__Requirement__.
Read through the data, and wherever a line holds the word "than", write that line out.

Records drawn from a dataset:
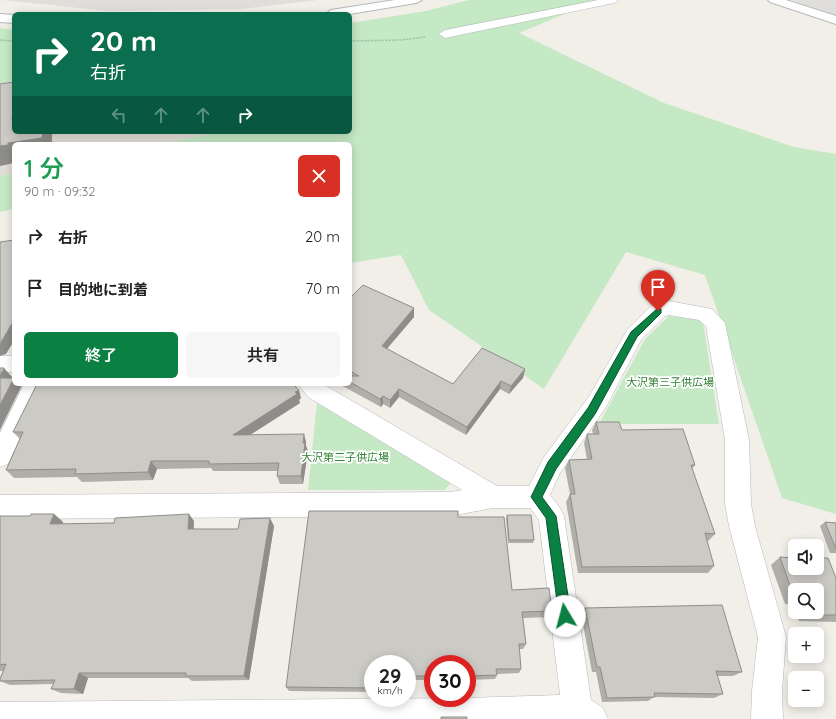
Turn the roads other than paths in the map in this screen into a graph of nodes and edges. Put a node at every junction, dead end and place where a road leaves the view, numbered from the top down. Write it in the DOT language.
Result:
graph roads {
  1 [pos="416,0"];
  2 [pos="614,0"];
  3 [pos="774,0"];
  4 [pos="343,12"];
  5 [pos="0,18"];
  6 [pos="12,19"];
  7 [pos="836,20"];
  8 [pos="445,34"];
  9 [pos="0,364"];
  10 [pos="12,364"];
  11 [pos="34,386"];
  12 [pos="312,386"];
  13 [pos="0,457"];
  14 [pos="493,497"];
  15 [pos="536,497"];
  16 [pos="0,507"];
  17 [pos="584,714"];
  18 [pos="0,718"];
  19 [pos="767,719"];
  1 -- 4 [label="street"];
  2 -- 8 [label="street"];
  3 -- 7 [label="street"];
  5 -- 6 [label="street"];
  9 -- 10 [label="street"];
  11 -- 13 [label="street"];
  12 -- 14 [label="street"];
  14 -- 15 [label="street"];
  14 -- 16 [label="street"];
  15 -- 17 [label="street"];
  15 -- 19 [label="street"];
  17 -- 18 [label="street"];
}
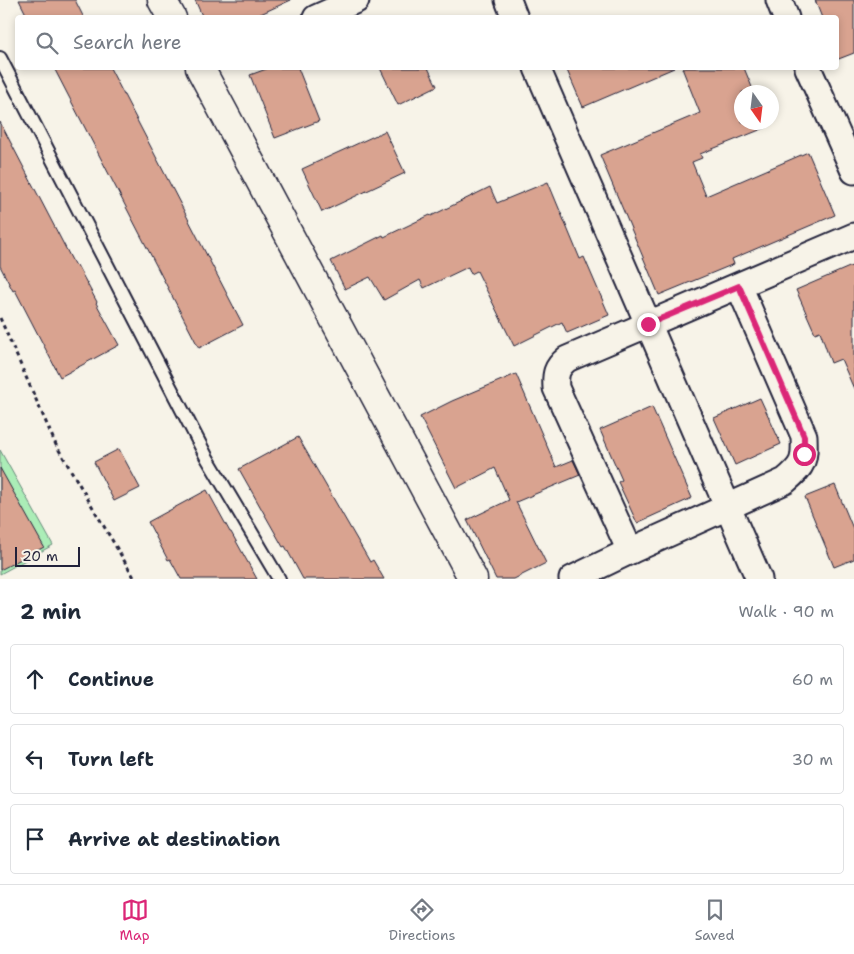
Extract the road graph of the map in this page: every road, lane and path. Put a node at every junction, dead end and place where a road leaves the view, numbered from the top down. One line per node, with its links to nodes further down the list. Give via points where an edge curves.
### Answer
1 (162, 0): 5 (street)
2 (356, 0): 6 (street)
3 (508, 0): 7 (street)
4 (779, 0): 8 (street)
5 (170, 15)
6 (323, 15)
7 (514, 15)
8 (785, 15)
9 (0, 58): 21 (lane, via 206,456)
10 (203, 70): 22 (street)
11 (538, 70): 17 (street)
12 (809, 70): 13 (street)
13 (854, 171)
14 (854, 236): 15 (street)
15 (739, 286): 17 (street); 18 (street, via 804,436 804,454 799,470 785,482)
16 (0, 318): 20 (path, via 56,445)
17 (648, 324): 18 (street); 19 (street, via 567,360 558,367 555,377 556,388)
18 (727, 508): 19 (street); 24 (street)
19 (630, 551): 23 (street)
20 (135, 579)
21 (279, 579)
22 (473, 579)
23 (572, 579)
24 (759, 579)

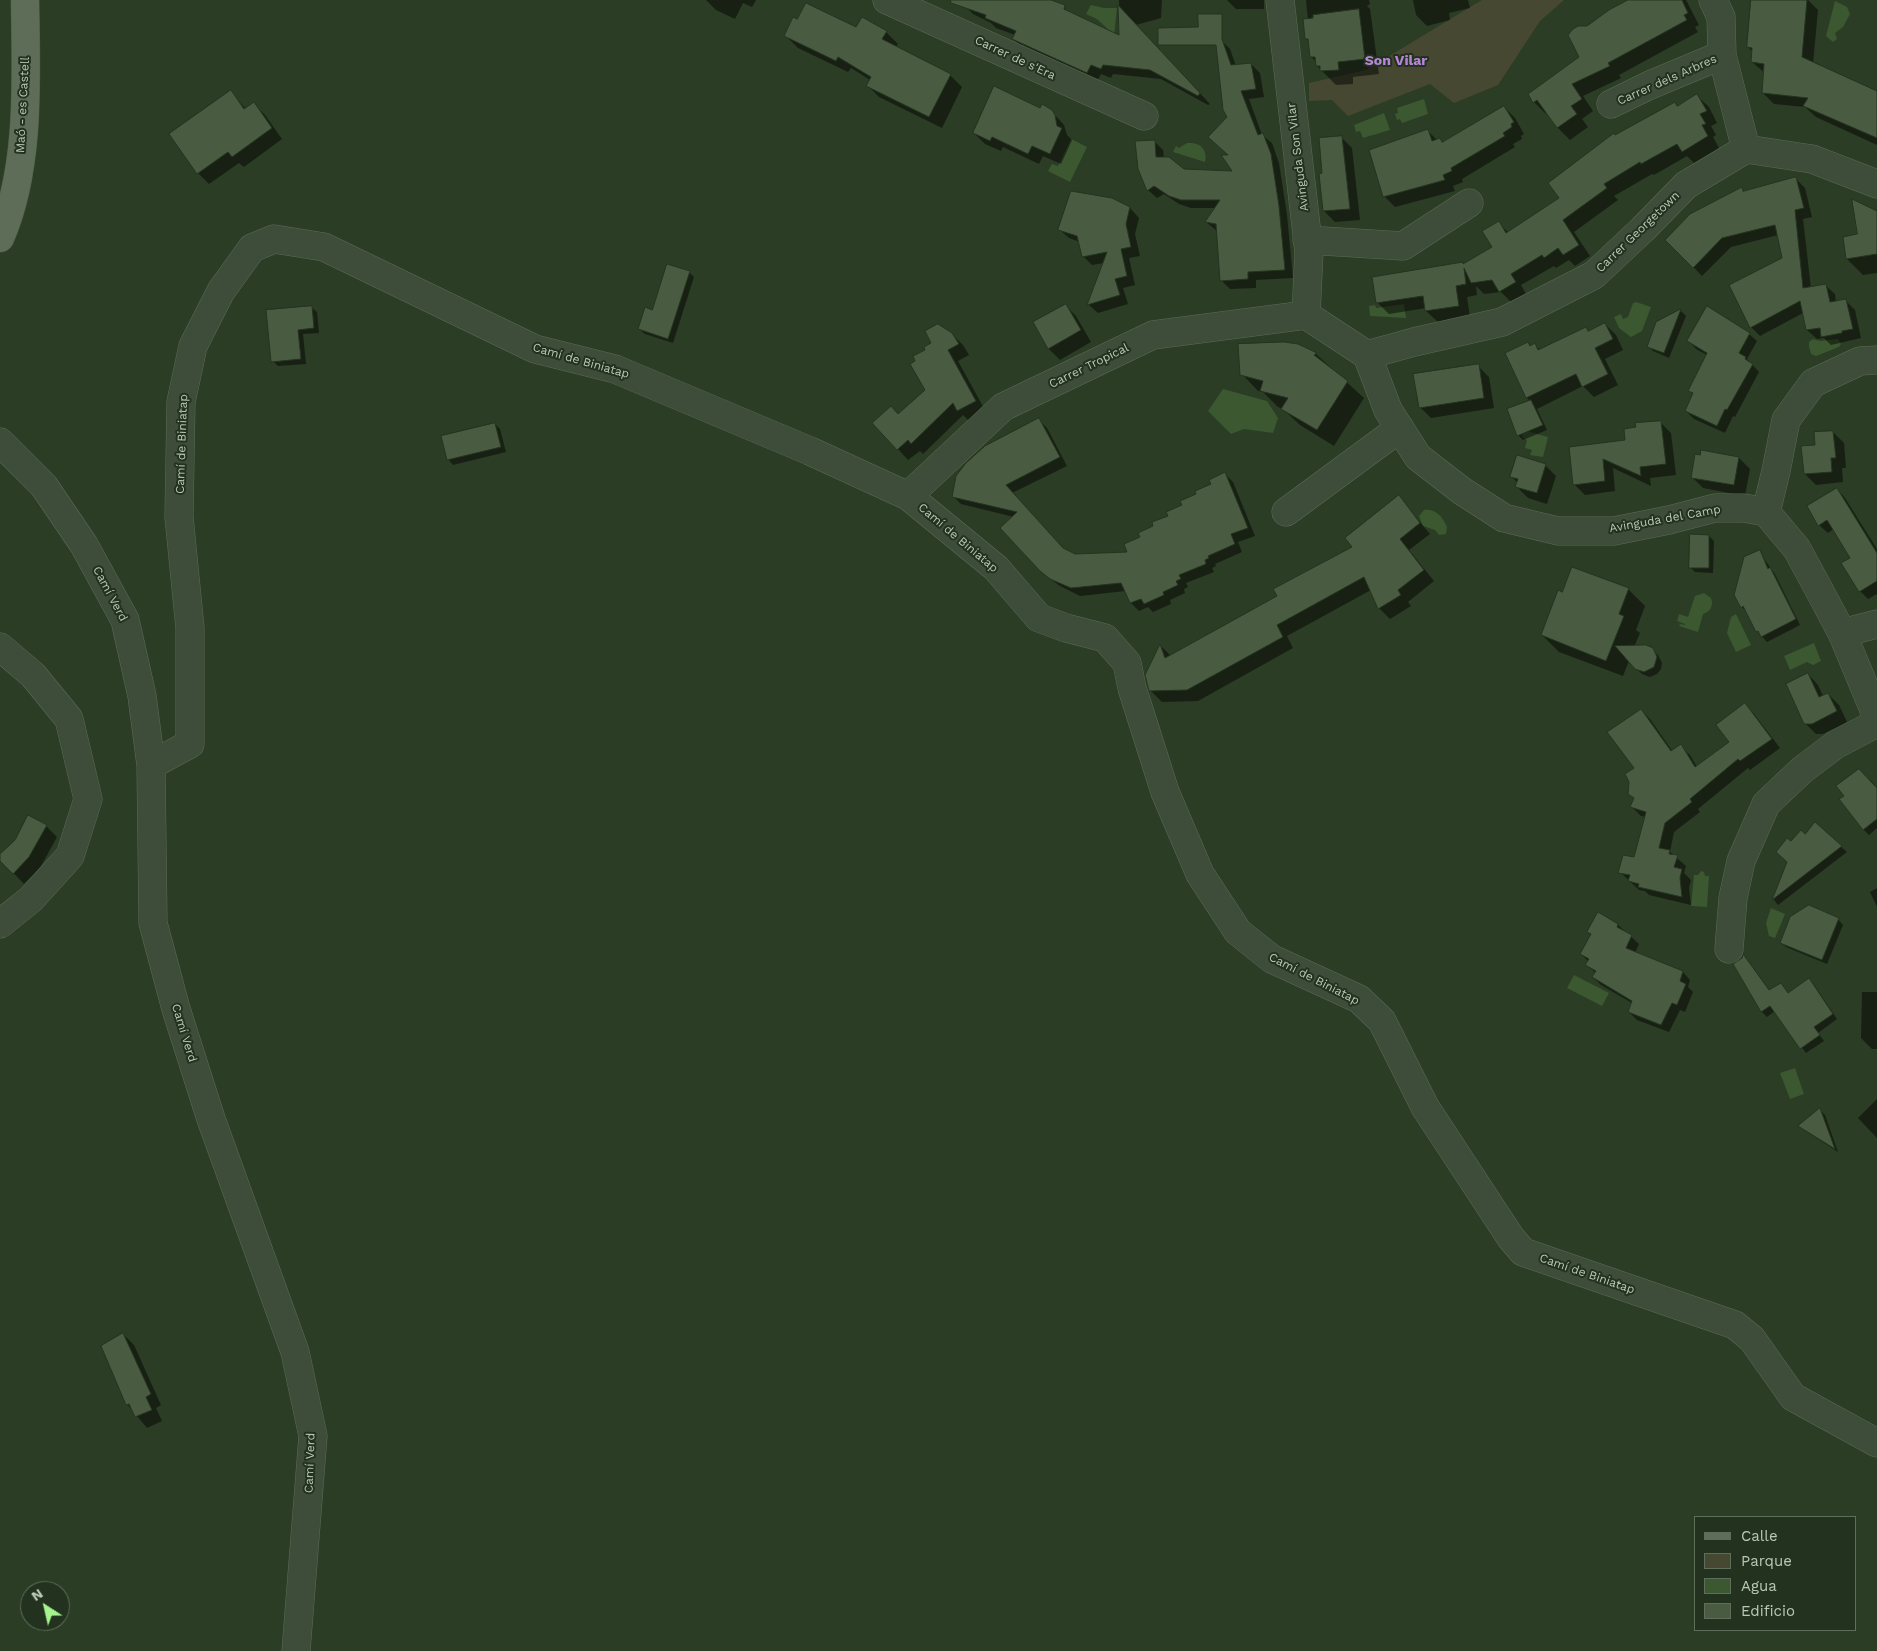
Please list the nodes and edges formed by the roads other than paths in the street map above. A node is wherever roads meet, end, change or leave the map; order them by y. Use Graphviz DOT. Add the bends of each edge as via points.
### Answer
graph roads {
  1 [pos="25,0"];
  2 [pos="887,0"];
  3 [pos="1280,0"];
  4 [pos="1714,0"];
  5 [pos="928,8"];
  6 [pos="1722,55"];
  7 [pos="1611,104"];
  8 [pos="1144,116"];
  9 [pos="1746,149"];
  10 [pos="1877,184"];
  11 [pos="1469,203"];
  12 [pos="0,238"];
  13 [pos="1307,240"];
  14 [pos="1306,315"];
  15 [pos="1367,355"];
  16 [pos="1877,360"];
  17 [pos="1400,428"];
  18 [pos="0,442"];
  19 [pos="908,496"];
  20 [pos="1286,512"];
  21 [pos="1766,512"];
  22 [pos="1877,624"];
  23 [pos="1842,633"];
  24 [pos="0,647"];
  25 [pos="1877,717"];
  26 [pos="1877,724"];
  27 [pos="151,765"];
  28 [pos="0,924"];
  29 [pos="1729,949"];
  30 [pos="1877,1443"];
  31 [pos="296,1651"];
  1 -- 12 [label="main road, Maó - es Castell" via="22,146 11,209"];
  2 -- 5 [label="street, Carrer de s'Era"];
  3 -- 13 [label="street, Avinguda Son Vilar"];
  4 -- 6 [label="street" via="1721,17"];
  5 -- 8 [label="street, Carrer de s'Era"];
  6 -- 7 [label="street, Carrer dels Arbres"];
  6 -- 9 [label="street"];
  9 -- 10 [label="street" via="1812,159"];
  9 -- 15 [label="street, Carrer Georgetown" via="1686,185 1594,275 1502,322"];
  11 -- 13 [label="street" via="1403,246"];
  13 -- 14 [label="street, Avinguda Son Vilar"];
  14 -- 15 [label="street"];
  14 -- 19 [label="street, Carrer Tropical" via="1152,335 1003,408"];
  15 -- 17 [label="street, Avinguda del Camp" via="1388,410"];
  16 -- 21 [label="street" via="1860,361 1814,383 1786,420"];
  17 -- 20 [label="street"];
  17 -- 21 [label="street, Avinguda del Camp" via="1418,457 1462,491 1504,518 1558,531 1614,531 1715,508"];
  18 -- 27 [label="street, Camí Verd" via="44,486 84,545 125,620 142,696"];
  19 -- 27 [label="street, Camí de Biniatap" via="615,369 535,349 324,247 274,239 252,248 221,291 193,346 181,402 179,517 190,628 190,744"];
  19 -- 30 [label="street, Camí de Biniatap" via="996,568 1039,618 1105,638 1127,663 1165,792 1210,891 1238,932 1272,959 1359,999 1382,1021 1425,1107 1510,1238 1523,1252 1735,1324 1752,1339 1793,1397"];
  21 -- 23 [label="street" via="1797,549"];
  22 -- 23 [label="street"];
  23 -- 25 [label="street"];
  24 -- 28 [label="street" via="33,675 70,719 88,799 70,856 31,899"];
  26 -- 29 [label="street" via="1835,745 1766,804 1741,861 1733,898"];
  27 -- 31 [label="street, Camí Verd" via="153,923 211,1119 295,1352 313,1436"];
}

__Solution to this exercise__.
Turn the roads other than paths in the map in this screen into a graph of nodes and edges. Put a node at every junction, dead end and place where a road leaves the view, numbered from the top down. Write it in the DOT language.
Please list the nodes and edges formed by the roads other than paths in the street map above. A node is wherever roads meet, end, change or leave the map; order them by y. Use Graphviz DOT. Add the bends of each edge as via points.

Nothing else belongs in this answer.